What is dlt?
These were my initial questions when I first encountered the dlt (data load tool) package (https://dlthub.com/) several months ago. The dlt Python library facilitates data loading from sources to destinations. It supports several trusted sources like Google Analytics and predefined destinations such as BigQuery. In this respect, the library is yet another solution addressing the data integration challenges that SaaS companies like Fivetran, Stitch, or Airbyte are also trying to solve.
On the one hand, I found dlt interesting; however, I initially believed that major players like Fivetran or Airbyte already covered the majority of use cases for many companies. As a result, I left the dlt documentation and didn't experiment with it for several months.
Then, I needed to build a stock market pipeline from an API endpoint not covered by tools like Fivetran. I remembered the dlt package, revisited it, and built an MVP of the pipeline within an hour.
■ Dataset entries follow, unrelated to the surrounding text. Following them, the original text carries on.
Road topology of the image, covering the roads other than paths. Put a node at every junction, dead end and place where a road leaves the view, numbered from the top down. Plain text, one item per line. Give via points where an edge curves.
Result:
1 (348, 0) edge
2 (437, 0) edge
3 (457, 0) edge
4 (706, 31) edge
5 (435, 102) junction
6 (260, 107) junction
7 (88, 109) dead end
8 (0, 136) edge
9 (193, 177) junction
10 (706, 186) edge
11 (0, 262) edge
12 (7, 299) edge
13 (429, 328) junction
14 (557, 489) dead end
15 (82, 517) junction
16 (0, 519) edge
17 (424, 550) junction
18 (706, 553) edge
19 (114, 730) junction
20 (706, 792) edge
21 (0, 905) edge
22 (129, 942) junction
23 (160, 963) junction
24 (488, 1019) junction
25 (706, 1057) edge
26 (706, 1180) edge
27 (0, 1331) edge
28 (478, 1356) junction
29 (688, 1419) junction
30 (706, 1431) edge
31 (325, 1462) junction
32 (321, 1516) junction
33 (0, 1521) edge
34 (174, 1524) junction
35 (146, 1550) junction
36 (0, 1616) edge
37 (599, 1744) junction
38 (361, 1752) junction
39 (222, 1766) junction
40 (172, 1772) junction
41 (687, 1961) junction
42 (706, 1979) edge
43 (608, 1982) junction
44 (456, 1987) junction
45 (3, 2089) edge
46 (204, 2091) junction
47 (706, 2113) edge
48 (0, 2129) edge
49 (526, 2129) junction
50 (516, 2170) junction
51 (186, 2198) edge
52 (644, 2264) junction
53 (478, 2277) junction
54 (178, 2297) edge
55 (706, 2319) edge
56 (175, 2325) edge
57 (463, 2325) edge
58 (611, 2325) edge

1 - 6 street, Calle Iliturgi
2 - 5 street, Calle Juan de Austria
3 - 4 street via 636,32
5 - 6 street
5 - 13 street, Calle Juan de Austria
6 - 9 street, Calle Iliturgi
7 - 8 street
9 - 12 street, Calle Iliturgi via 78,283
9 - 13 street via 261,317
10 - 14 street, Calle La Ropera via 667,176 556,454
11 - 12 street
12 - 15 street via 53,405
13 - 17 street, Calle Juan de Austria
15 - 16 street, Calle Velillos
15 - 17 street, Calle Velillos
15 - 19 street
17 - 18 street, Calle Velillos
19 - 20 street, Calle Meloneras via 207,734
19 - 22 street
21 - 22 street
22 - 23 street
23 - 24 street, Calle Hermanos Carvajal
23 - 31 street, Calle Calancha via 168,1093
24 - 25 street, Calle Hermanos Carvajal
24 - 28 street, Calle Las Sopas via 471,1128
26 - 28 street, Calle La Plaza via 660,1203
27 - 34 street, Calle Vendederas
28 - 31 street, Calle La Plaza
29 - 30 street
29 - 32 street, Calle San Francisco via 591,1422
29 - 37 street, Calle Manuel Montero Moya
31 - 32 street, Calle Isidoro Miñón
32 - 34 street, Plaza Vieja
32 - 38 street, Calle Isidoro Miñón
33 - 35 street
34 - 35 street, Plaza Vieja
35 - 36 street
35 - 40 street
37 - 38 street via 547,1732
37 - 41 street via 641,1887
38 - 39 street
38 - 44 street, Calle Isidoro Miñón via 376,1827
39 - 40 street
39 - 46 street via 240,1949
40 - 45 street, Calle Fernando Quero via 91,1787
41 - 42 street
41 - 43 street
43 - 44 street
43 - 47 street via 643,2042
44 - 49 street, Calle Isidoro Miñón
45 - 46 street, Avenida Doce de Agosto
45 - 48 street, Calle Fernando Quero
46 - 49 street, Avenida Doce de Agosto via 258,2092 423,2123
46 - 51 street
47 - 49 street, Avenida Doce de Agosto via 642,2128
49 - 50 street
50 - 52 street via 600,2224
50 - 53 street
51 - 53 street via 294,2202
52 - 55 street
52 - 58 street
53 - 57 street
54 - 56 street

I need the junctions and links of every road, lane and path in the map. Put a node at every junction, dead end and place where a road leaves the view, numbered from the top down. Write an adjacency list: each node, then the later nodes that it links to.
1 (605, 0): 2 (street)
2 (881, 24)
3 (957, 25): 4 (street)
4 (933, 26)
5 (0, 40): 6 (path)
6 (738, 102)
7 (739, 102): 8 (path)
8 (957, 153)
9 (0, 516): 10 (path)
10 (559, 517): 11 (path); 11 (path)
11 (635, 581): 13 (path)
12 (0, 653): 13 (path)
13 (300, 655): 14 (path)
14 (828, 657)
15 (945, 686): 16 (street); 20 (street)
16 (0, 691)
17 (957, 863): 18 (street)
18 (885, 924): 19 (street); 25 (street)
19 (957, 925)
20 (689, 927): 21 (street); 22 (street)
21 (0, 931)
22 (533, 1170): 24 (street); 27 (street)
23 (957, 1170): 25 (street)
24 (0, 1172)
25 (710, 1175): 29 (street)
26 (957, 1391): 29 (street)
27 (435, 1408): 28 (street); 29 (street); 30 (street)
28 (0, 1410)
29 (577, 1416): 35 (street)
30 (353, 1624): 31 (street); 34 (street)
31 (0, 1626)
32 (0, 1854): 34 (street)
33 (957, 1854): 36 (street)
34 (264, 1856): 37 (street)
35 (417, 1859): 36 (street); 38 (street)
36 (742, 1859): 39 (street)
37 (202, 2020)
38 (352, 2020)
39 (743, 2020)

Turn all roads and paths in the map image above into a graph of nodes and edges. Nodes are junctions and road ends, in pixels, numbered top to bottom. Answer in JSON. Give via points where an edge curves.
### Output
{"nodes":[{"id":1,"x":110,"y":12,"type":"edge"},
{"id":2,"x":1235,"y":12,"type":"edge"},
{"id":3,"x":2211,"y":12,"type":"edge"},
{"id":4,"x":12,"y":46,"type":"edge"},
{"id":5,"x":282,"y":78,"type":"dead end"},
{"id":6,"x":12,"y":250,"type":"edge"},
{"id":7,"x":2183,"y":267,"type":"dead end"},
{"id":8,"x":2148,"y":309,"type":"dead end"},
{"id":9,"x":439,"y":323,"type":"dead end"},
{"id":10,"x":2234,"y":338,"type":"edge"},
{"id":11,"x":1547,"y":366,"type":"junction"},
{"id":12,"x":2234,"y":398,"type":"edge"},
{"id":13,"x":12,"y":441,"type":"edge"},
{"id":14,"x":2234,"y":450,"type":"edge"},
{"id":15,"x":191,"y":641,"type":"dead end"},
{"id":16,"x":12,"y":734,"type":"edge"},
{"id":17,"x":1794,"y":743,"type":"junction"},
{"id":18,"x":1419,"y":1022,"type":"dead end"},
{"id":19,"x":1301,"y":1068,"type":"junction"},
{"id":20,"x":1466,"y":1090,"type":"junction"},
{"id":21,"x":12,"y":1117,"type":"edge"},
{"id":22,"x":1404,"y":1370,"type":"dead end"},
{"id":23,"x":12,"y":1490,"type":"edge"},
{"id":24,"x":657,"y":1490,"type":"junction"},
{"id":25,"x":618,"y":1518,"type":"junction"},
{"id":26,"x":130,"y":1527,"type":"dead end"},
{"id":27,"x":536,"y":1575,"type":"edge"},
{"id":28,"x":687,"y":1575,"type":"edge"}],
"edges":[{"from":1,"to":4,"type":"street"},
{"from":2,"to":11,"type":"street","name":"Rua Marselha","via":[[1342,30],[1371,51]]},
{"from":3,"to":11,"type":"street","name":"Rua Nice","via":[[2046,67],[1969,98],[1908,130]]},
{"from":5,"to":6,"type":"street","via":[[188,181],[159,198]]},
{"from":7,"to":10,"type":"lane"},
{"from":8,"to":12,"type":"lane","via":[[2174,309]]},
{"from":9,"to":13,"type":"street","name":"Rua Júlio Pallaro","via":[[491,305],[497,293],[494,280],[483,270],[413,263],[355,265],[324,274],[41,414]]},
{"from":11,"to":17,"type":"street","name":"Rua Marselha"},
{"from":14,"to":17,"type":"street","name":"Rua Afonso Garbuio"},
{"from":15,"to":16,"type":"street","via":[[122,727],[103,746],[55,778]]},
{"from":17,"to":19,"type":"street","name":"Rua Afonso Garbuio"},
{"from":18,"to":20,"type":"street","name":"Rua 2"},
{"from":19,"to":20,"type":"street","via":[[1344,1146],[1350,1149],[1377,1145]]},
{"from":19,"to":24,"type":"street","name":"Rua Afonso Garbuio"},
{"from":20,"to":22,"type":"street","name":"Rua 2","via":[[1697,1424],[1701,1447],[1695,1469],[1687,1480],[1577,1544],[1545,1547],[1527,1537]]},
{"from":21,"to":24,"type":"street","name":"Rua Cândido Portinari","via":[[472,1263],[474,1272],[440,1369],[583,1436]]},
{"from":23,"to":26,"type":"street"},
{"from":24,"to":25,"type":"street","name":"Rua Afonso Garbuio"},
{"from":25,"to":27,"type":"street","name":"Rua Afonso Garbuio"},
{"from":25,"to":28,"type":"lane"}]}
I was stunned by how quickly I achieved this! That was my eureka moment with dlt.
So, why do you need it?
First, dlt is a super lightweight library that is easy to get started with. It is simple to understand, allowing you to begin quickly. The main components of the library are pipelines that consist of sources and destinations (often databases). Dlt retrieves data from the source endpoint and stores it in the destinations with some metadata. One key feature is the schema inference capability of the library. It attempts to generate a database schema from your JSON API call and saves the data accordingly. This is particularly powerful for prototyping. Additionally, you can provide your own schema to the pipeline if needed.
Whenever I need to pull data from an API, I now try to solve the task using dlt. It offers a straightforward and efficient way to structure the code, enabling rapid deployment.
In upcoming articles, I will explore some sample projects with dlt and discuss the interplay between dlt, dbt, and DuckDB.